Elle prit une des mains de la comtesse, et la caressa entre les siennes.

— Comme ce sera la première fois, poursuivit-elle, nous prendrons toutes nos précautions… Batailleur elle-même ne saura rien… Nous nous glisserons dans le confessionnal, et nous ne bougerons pas… Tu verras toutes ces têtes curieuses se lever au premier bruit que nous ferons derrière le rideau… « C’est la princesse ! c’est la princesse !… » Il y a un Anglais qui a offert cinq cents guinées à Batailleur pour avoir le droit de soulever un coin de la draperie…

Elle s’interrompit et reprit tout bas :

— Viendras-tu ?

— Tu es un démon, Sara !… murmura Esther.

Petite l’embrassa en riant.

— Tu viendras, dit-elle.
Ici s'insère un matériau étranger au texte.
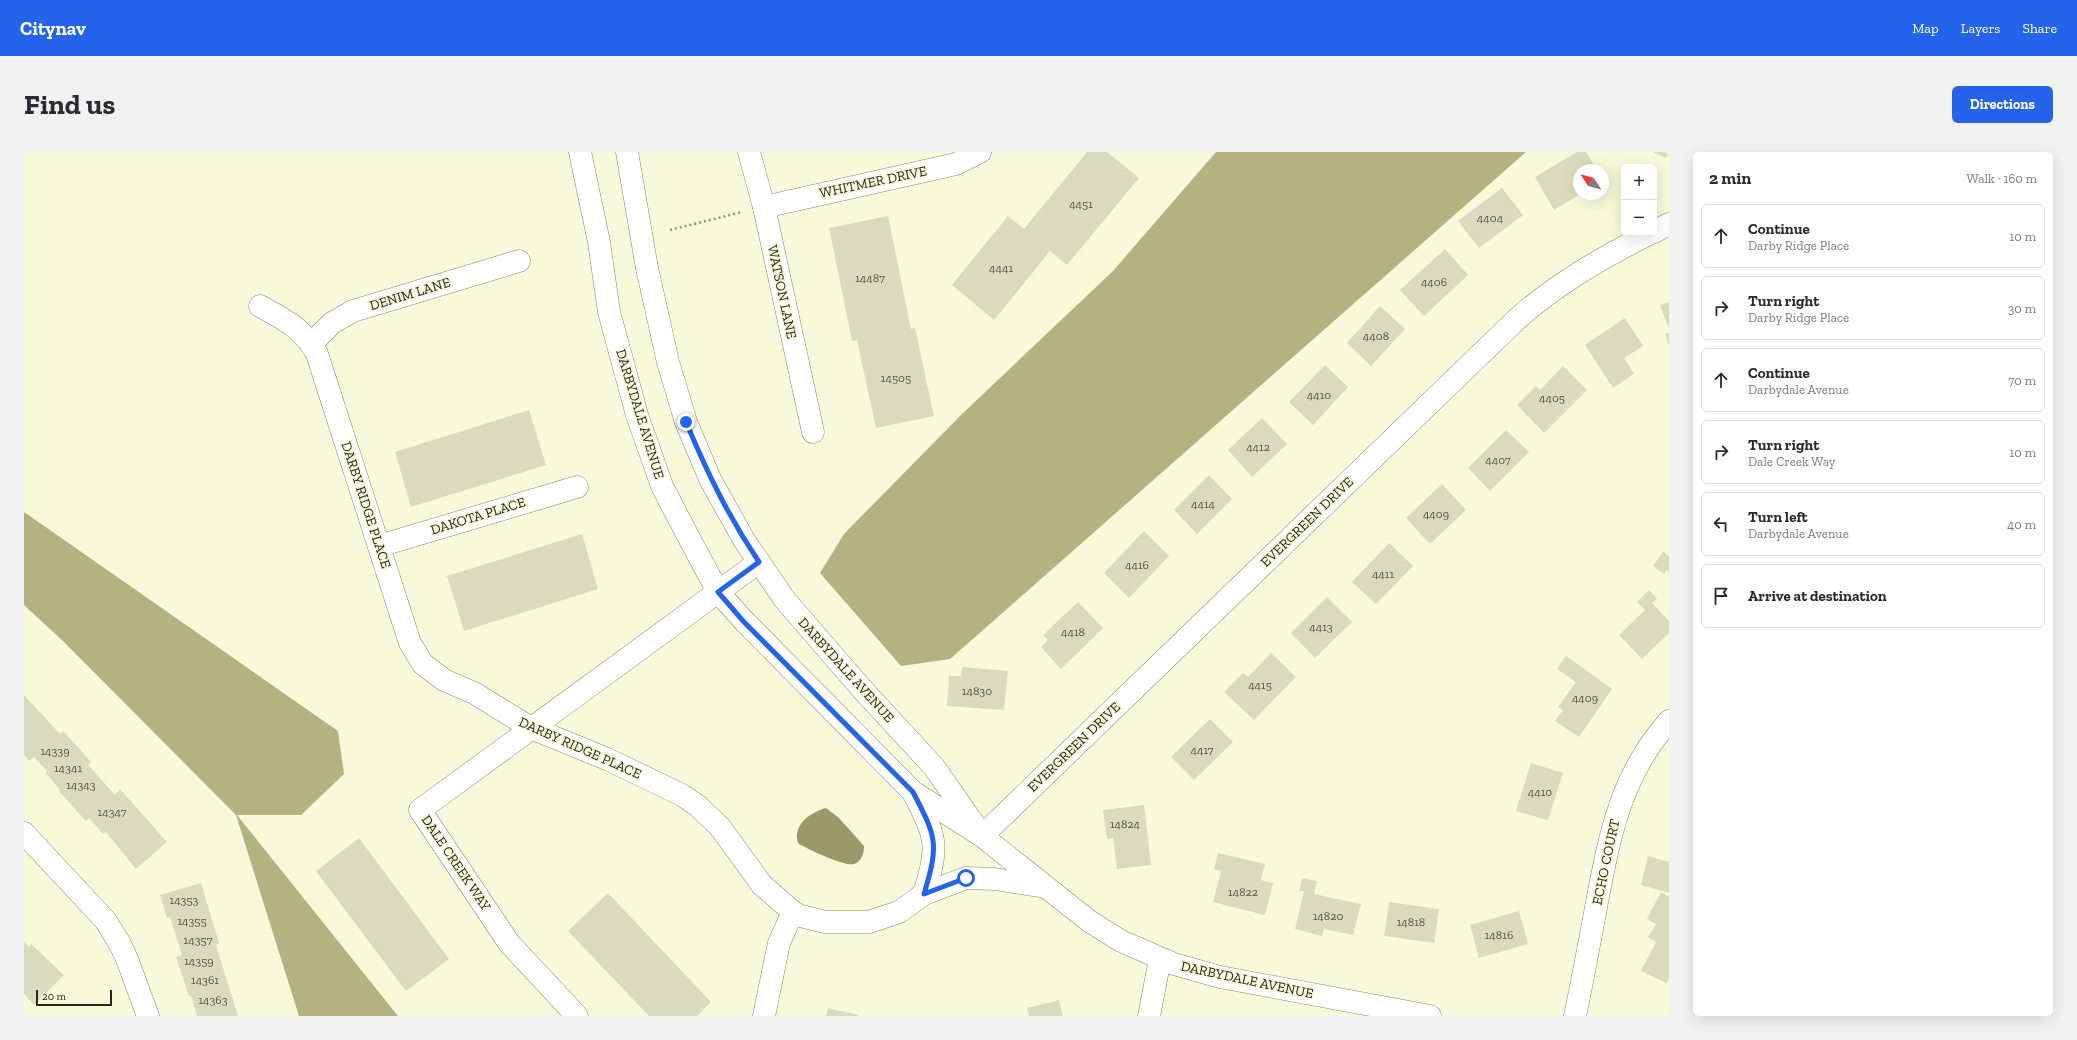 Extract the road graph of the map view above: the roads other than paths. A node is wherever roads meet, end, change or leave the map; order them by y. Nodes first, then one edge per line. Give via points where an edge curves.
1 (580, 152) edge
2 (627, 152) edge
3 (749, 152) edge
4 (980, 152) edge
5 (764, 207) junction
6 (1669, 224) edge
7 (1657, 230) edge
8 (1645, 236) edge
9 (519, 261) dead end
10 (260, 306) dead end
11 (312, 343) junction
12 (813, 432) dead end
13 (577, 487) dead end
14 (379, 546) junction
15 (759, 562) junction
16 (718, 592) junction
17 (1669, 721) edge
18 (531, 728) junction
19 (913, 792) junction
20 (24, 833) edge
21 (982, 836) junction
22 (1046, 888) junction
23 (924, 894) junction
24 (793, 912) junction
25 (1160, 959) junction
26 (148, 1016) edge
27 (577, 1016) edge
28 (764, 1016) edge
29 (1149, 1016) edge
30 (1430, 1016) edge
31 (1576, 1016) edge

1 - 16 street, DARBYDALE AVENUE via 599,242 609,312 637,415 662,486
2 - 15 street, DARBYDALE AVENUE via 668,362 686,422 710,479
3 - 5 street, WATSON LANE
4 - 5 street, WHITMER DRIVE via 956,164
5 - 12 street, WATSON LANE
6 - 7 street
8 - 21 street, EVERGREEN DRIVE via 1593,264 1538,301 1517,319
9 - 11 street, DENIM LANE via 353,311 332,323
10 - 11 street, DARBY RIDGE PLACE via 297,327
11 - 14 street, DARBY RIDGE PLACE
13 - 14 street, DAKOTA PLACE
14 - 18 street, DARBY RIDGE PLACE via 410,643 423,664 444,680 474,693
15 - 16 street, DALE CREEK WAY
15 - 21 street, DARBYDALE AVENUE via 785,600 811,631 934,767
16 - 18 street, DALE CREEK WAY
16 - 19 street, DARBYDALE AVENUE via 744,622
17 - 31 street, ECHO COURT via 1642,757 1626,788 1614,820
18 - 24 street, DARBY RIDGE PLACE via 607,759 682,795 698,806 720,827 756,878
18 - 27 street, DALE CREEK WAY via 420,810 509,943
19 - 21 street, DARBYDALE AVENUE
19 - 23 street via 931,826 934,849 934,861
20 - 26 street via 105,920 124,954
21 - 22 street, DARBYDALE AVENUE
22 - 23 street, DARBY RIDGE PLACE via 994,879 966,878
22 - 25 street, DARBYDALE AVENUE via 1089,921 1121,941
23 - 24 street, DARBY RIDGE PLACE via 899,912 868,922 825,922
24 - 28 street via 779,942
25 - 29 street
25 - 30 street, DARBYDALE AVENUE via 1220,977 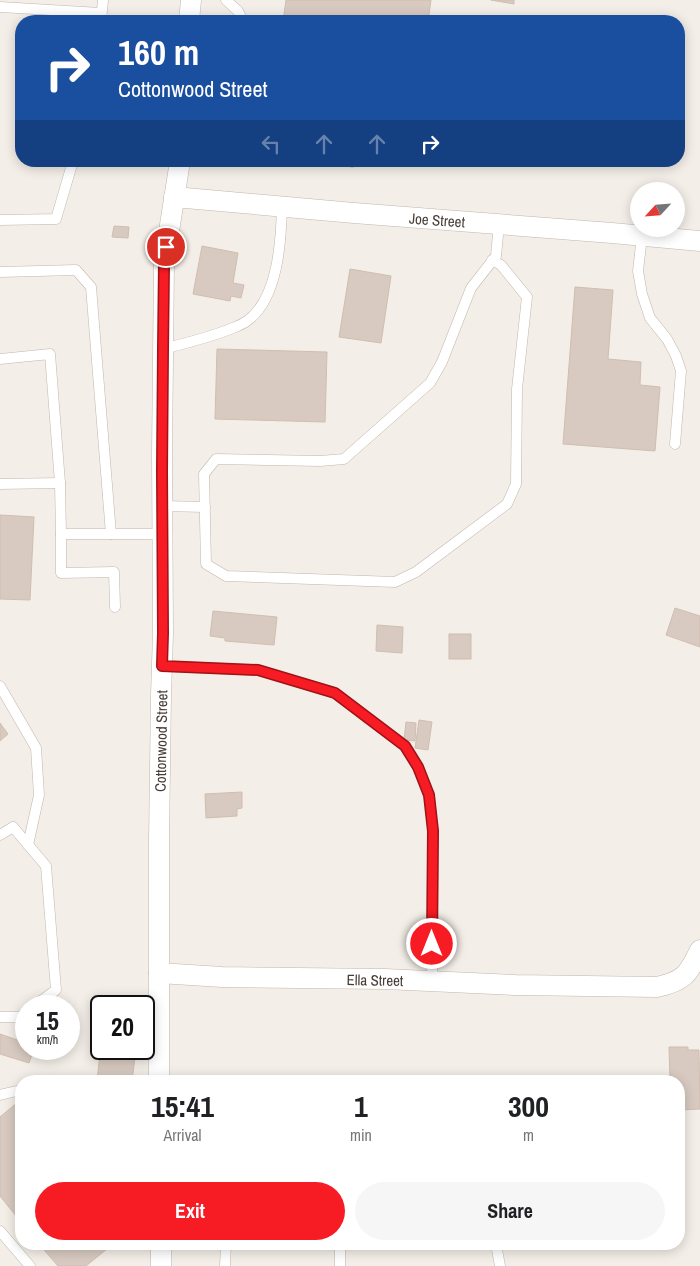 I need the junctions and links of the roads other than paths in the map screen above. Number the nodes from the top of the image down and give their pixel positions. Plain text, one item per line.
1 (103, 0) edge
2 (191, 0) edge
3 (226, 0) edge
4 (0, 7) edge
5 (81, 15) edge
6 (101, 15) edge
7 (190, 15) edge
8 (240, 15) edge
9 (71, 167) edge
10 (179, 167) edge
11 (174, 197) junction
12 (282, 207) junction
13 (0, 220) edge
14 (499, 224) junction
15 (630, 235) edge
16 (642, 238) edge
17 (665, 238) edge
18 (700, 241) edge
19 (492, 260) junction
20 (0, 272) edge
21 (163, 349) junction
22 (0, 359) edge
23 (675, 444) dead end
24 (60, 483) junction
25 (0, 484) edge
26 (162, 506) junction
27 (205, 507) junction
28 (61, 534) junction
29 (112, 534) junction
30 (163, 534) junction
31 (115, 607) dead end
32 (162, 666) junction
33 (0, 686) edge
34 (0, 835) edge
35 (28, 845) junction
36 (700, 950) edge
37 (159, 973) junction
38 (432, 981) junction
39 (49, 995) edge
40 (0, 1017) edge
41 (15, 1017) edge
42 (159, 1075) edge
43 (15, 1091) edge
44 (0, 1095) edge
45 (2, 1236) edge
46 (15, 1250) edge
47 (15, 1250) edge
48 (161, 1250) edge
49 (226, 1250) edge
50 (340, 1250) edge
51 (497, 1250) edge
52 (30, 1266) edge
53 (161, 1266) edge
54 (225, 1266) edge
55 (340, 1266) edge
56 (500, 1266) edge

1 - 6 lane
2 - 7 street
3 - 8 lane
4 - 5 lane
9 - 13 lane
10 - 11 street, Cottonwood Street
11 - 12 street, Joe Street
11 - 21 street, Cottonwood Street
12 - 14 street, Joe Street
12 - 21 lane
14 - 15 street, Joe Street
14 - 19 lane
16 - 23 lane
17 - 18 street, Joe Street
19 - 27 lane
19 - 27 lane
20 - 29 lane
21 - 26 street, Cottonwood Street
22 - 24 lane
24 - 25 lane
24 - 28 lane
26 - 27 lane
26 - 30 street, Cottonwood Street
28 - 29 lane
28 - 31 lane
29 - 30 lane
30 - 32 street, Cottonwood Street
32 - 37 street, Cottonwood Street
32 - 38 lane
33 - 35 lane
34 - 35 lane
35 - 39 lane
36 - 38 street, Ella Street
37 - 38 street, Ella Street
37 - 42 street, Cottonwood Street
40 - 41 lane
43 - 44 lane
45 - 47 lane
46 - 52 lane
48 - 53 street
49 - 54 lane
50 - 55 lane
51 - 56 lane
Mon Dieu, comme elle aime à se faire supplier !… Quand je pense qu’avant un mois elle ne saura comment me remercier… Tu viendras ce soir ?

— Impossible ! répondit Esther.

— Parce que ?…

— J’ai des occupations.

— Un rendez-vous ?…

— Peut-être.

— C’est respectable… mais ne pourrait-on savoir ?

— Impossible encore !

Les paupières de Petite se baissèrent à demi ; elle regarda la comtesse par dessous la frange soyeuse de ses cils.

— Pauvre belle ! murmura-t-elle ; tu as la monomanie du mystère… mais je te devine.

Esther secoua la tête.

— Je parie qu’il s’agit du baron de Rodach, poursuivit Sara dont le regard se faisait plus perçant.